We won’t get into the details of these models except to say that one should have them in their tool box. And if one really is in a more exploratory situation, they would typically come with methods far better suited for the situation than the SEM tools, none of which I come across consider predictive ability very strongly. The discovery process with Bayesian networks can also be a lot of fun. Even if one has strong theory, nature is always more clever than we are, and you might find something interesting. See also the bnpa, autoSEM, and regsem packages for more.

## Undirected Graphs

So far we have been discussing directed graphs in which the implied causal flow tends toward one direction and there are no feedback loops. However, sometimes the goal is not so much to estimate the paths as it is to find the structure. Undirected graphs simply specify the relations of nodes with edges, but without any directed arrows regarding the relationship. Such graphs are sometimes called Markov Random Fields.

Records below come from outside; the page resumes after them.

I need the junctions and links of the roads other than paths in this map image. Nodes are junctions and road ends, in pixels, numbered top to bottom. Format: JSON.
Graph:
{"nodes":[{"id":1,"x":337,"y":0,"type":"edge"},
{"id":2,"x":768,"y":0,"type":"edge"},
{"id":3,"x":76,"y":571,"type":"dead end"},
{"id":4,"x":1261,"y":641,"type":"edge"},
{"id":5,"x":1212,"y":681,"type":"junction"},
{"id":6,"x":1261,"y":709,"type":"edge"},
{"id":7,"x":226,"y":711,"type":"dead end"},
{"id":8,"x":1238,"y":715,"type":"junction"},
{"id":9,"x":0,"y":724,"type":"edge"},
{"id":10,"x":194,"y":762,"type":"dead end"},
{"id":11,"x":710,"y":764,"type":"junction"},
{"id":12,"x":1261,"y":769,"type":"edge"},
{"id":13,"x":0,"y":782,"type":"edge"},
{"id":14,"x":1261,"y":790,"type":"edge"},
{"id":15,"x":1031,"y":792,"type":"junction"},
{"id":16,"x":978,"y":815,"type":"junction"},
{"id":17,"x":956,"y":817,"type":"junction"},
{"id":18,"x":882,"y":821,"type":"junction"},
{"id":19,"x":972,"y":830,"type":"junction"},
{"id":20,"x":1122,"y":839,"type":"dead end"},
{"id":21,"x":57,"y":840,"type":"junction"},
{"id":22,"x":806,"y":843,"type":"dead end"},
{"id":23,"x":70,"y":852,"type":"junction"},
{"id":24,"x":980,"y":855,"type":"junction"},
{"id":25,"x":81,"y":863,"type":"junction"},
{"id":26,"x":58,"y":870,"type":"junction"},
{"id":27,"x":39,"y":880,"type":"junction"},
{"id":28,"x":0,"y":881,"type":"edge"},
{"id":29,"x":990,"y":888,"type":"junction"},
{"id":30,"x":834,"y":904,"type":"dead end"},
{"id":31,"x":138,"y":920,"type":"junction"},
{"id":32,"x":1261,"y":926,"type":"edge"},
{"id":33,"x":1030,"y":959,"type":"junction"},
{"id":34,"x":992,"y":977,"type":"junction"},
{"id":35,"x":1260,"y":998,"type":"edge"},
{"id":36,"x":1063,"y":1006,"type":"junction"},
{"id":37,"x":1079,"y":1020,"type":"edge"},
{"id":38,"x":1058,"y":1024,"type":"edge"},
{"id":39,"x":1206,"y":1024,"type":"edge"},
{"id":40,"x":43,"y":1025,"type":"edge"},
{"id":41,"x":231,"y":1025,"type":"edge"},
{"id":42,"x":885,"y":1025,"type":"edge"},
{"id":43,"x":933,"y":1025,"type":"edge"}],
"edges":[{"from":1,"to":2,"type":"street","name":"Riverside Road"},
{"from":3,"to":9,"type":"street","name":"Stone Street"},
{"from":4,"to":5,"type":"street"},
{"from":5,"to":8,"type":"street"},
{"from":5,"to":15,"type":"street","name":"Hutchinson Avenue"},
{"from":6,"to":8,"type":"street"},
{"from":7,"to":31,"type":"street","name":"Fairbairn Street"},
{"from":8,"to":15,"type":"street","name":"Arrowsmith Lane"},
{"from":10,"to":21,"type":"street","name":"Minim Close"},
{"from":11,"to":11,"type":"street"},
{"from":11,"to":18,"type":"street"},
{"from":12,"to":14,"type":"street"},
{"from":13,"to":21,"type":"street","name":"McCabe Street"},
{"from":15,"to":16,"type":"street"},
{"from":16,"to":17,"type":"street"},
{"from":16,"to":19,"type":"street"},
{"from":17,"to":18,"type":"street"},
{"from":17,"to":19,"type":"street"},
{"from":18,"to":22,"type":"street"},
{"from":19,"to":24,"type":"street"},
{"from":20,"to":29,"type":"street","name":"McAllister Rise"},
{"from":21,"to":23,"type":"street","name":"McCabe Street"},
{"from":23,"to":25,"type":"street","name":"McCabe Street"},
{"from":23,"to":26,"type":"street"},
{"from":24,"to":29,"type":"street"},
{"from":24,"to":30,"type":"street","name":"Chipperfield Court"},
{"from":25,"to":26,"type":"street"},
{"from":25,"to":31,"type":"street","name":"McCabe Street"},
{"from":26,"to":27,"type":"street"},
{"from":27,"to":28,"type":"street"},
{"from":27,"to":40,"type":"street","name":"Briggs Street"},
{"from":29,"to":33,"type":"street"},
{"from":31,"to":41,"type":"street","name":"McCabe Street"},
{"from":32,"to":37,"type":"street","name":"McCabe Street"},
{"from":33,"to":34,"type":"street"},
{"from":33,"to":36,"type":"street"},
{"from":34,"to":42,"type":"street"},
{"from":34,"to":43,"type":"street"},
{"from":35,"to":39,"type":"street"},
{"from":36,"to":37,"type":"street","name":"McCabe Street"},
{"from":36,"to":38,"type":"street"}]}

While we could have used the bnlearn package for an undirected graph by adding the argument undirected = T, there are a slew of techniques available for what is often called network analysis. Often the focus is on observations, rather than variables, and what influences whether one sees a tie/edge between nodes, with modeling techniques available for predicting ties (e.g. Exponential Random Graph models). Often these are undirected graphs, and that is our focus here, but they do not have to be.

### Network analysis

Networks can be seen everywhere. Personal relationships, machines and devices, various business and academic units… we can analyze the connections among any number of things. A starting point for a very common form of network analysis is an adjacency matrix, which represents connections among items we wish to analyze. Often it contains just binary 0-1 values where 1 represents a connection between nodes. Any similarity matrix could potentially be used (e.g. a correlation matrix). Here is a simple example of an adjacency matrix:

Bernadette David J’Sean Lagia Mancel Nancy
Bernadette 1 0 1 1 1 1
David 0 1 1 0 0 1
J’Sean 1 1 1 0 1 0
Lagia 1 0 0 1 0 1
Mancel 1 0 1 0 1 0
Nancy 1 1 0 1 0 1

Visually, we can see the connections among the nodes.

As an example of a network analysis, let’s look at how states might be more or less similar on a few variables. We’ll use the state.x77 data set in base R. It is readily available, no need for loading. To practice your R skills, use the function str on the state.x77 object to examine its structure, and head to see the first 6 rows, and ? to find out more about it.

Here are the correlations of the variables.

The following depicts a graph of the states based on the variables of Life Expectancy, Median Income, High School Graduation Rate, and Illiteracy. The colors represent the results of a community detection algorithm, and serve to show that the clustering is not merely geographical, though one cluster is clearly geographically oriented (‘the South’).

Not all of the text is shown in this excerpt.